Karun’un hikayesini hepimiz az çok biliriz. Hz. Musa aleyhisselam zamanında
yaşamış, İsrail oğullarından zengin bir adamdır. Allah-u Zülcelâl onun hakkında
şöyle buyurur: “Kârûn, Mûsâ’nın kavminden idi de, onlara karşı azgınlık
etmişti. Biz ona öyle hazineler vermiştik ki, anahtarlarını güçlü-kuvvetli bir
topluluk zor taşırdı. Kavmi ona şöyle demişti: ‘Şımarma! Bil ki Allah,
şımarıkları sevmez!’ ” (el-Kasas; 76)
Kur’an-ı
Kerim kıssaları elbette ki sadece geçmişte yaşanmış tarihi hadiselerin
anlatımından ibaret değildir. Onlar ibret almamız içindir. Çünkü her devirde o
kıssalarda anlatılan şahısların sergilediği hal ve hareketleri yapan kişiler
olacaktır.
Bugün
de, Kur’an-ı Kerim’in bakmamızı istediği ibret gözüyle bakarak kendimize
sormamız lazım; “Yoksa bizlerde de Karun’laşma temayülü mü görünüyor?”
Bundan
30-40 yıl önce Anadolu’dan İstanbul’a ve büyük şehirlere gelen insanımız,
dinlerini yaşamakta çok daha gayretliydi. Vakıflar kurup, camiler yaptırıyor,
Kur’an kursları ve İmam hatip binalarını kendi kazançlarından yaptıkları
bağışlarla inşa ediyorlardı. Bin bir fedakarlıkla yaptırdıkları bu kurslara ve
okullara evlatlarını gönderiyorlardı.
Kılık
kıyafetlerinde, aile hayatlarında, düğünlerinde, hem İslami kurallar hem de
tevazu ve sadelik vardı. Kendi nefislerine harcamadıkları imkanları, Allah
yolunda sarf ediyorlardı.
“Müslümanların
da televizyonu olsun, Müslümanların da partisi olsun” diye bağışlar
yapıyorlardı. Hem de bunu gönüllülükle ve tevazuuyla yapıyorlardı. İhlas ve
samimiyet vardı.
İmkanlar
arttı ama
ihlasımızı kaybettik…
Son
zamanlarda Müslümanlar imkanlara kavuştukça ne yazık ki o samimiyet kayboldu.

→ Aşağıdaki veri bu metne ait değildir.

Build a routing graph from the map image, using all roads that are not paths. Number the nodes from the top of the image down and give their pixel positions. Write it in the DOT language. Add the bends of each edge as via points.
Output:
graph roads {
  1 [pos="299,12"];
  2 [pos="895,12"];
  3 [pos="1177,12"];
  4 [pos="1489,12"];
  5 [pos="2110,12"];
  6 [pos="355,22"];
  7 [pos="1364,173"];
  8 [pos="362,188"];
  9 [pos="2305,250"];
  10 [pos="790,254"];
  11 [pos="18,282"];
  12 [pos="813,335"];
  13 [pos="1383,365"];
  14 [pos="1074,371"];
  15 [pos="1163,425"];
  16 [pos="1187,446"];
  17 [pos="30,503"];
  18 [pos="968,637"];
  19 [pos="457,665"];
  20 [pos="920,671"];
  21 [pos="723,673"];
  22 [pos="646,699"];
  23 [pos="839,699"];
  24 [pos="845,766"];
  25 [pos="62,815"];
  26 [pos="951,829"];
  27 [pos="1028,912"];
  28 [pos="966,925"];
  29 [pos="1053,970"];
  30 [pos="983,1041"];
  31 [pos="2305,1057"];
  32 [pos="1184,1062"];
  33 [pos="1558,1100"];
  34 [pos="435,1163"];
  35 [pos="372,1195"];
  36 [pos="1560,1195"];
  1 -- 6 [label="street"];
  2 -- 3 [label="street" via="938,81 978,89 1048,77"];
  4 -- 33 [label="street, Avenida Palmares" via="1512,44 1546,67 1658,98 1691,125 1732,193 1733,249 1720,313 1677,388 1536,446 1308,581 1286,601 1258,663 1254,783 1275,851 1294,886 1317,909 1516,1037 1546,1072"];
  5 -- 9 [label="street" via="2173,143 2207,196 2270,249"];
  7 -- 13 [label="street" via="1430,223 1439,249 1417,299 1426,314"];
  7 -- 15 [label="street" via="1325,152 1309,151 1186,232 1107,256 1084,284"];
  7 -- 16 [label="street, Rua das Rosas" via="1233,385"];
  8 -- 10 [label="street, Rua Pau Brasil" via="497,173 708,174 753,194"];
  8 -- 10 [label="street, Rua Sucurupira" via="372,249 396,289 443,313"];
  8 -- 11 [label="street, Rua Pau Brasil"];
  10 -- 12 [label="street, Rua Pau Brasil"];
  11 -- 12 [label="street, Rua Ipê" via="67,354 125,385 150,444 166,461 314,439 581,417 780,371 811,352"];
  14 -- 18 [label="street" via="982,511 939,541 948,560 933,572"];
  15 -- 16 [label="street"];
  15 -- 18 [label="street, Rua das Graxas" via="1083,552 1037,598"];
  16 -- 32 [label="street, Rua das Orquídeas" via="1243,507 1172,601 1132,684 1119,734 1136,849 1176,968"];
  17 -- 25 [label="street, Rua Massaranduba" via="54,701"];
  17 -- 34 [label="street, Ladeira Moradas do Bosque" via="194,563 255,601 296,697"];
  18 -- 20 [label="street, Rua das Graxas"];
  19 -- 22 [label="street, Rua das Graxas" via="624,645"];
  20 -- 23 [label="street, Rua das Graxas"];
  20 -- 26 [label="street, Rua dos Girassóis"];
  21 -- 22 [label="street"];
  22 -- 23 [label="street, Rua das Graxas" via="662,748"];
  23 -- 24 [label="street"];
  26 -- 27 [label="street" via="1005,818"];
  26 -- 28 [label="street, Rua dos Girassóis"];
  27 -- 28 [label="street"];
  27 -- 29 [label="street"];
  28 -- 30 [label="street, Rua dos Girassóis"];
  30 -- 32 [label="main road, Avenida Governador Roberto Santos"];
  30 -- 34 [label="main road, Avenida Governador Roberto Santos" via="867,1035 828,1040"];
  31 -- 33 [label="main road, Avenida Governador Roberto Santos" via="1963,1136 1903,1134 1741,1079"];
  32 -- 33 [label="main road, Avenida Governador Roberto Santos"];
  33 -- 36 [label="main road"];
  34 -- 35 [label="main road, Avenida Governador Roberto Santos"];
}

Sözüm ona; o Müslümanların bağışlarıyla kurulan kuruluşlar tek tek Müslümanlara
sırt çevirdiler. Dünyevileşme yarışı bize ahireti unutturdu. Daha düne kadar,
“Sahipleri dindardır, bizden biridir” diyerek, alış verişlerimizde tercih
ettiğimiz firmaların sahipleri, bugün Müslümanlara tepeden bakar oldular. Adeta
Müslümanlar ile alay ediyorlar. Uluslararası sermaye piyasasına giren bu kuruluşlar
alışverişlerinde ‘sadece nasıl daha çok para kazanırımın’ derdine düştüler.
Boş bir
çerçeveye 150.000 Dolar ödeyen biri, Müslüman camiadan çıkarılan basın
organlarına, özellikle reklam vermiyorlar. “Kimse bizi bu İslami camialarla
beraber anmasın” diye özel gayret gösteriyorlar. Kendi özel hayatlarında da
lüks ve israftan kaçınmıyorlar. Hatta bazılarını, TV ekranından, “ Allah’ın
verdiği nimeti üzerimizde göstermemiz lazım” diyerek, yaşadıkları şaşaalı ve
israflı hayata meşruiyet kazandırmaya çalışırken gördük.
Hiç
unutmam TGRT açıldığı vakit Anadolu insanı oraya yüzüklerini küpelerini
bağışladı, “Bizimde bir televizyonumuz olsun” özlemiyle her türlü fedakârlık
yapıldı. Daha sonra bu kuruluşun başındaki zat, “Ben ilimle uğraşırken para
kazanmadım şimdi filimle uğraşıyorum çok para kazanıyorum” diyecek kadar
cüretkar oldu.
Elbette
Müslümanlar ticaretle uğraşacaklar; zengin olmak kötü bir şey değildir. Ama
kazanılan para hayatın hedefi haline getirilirse o zaman akıbet kötü olacaktır.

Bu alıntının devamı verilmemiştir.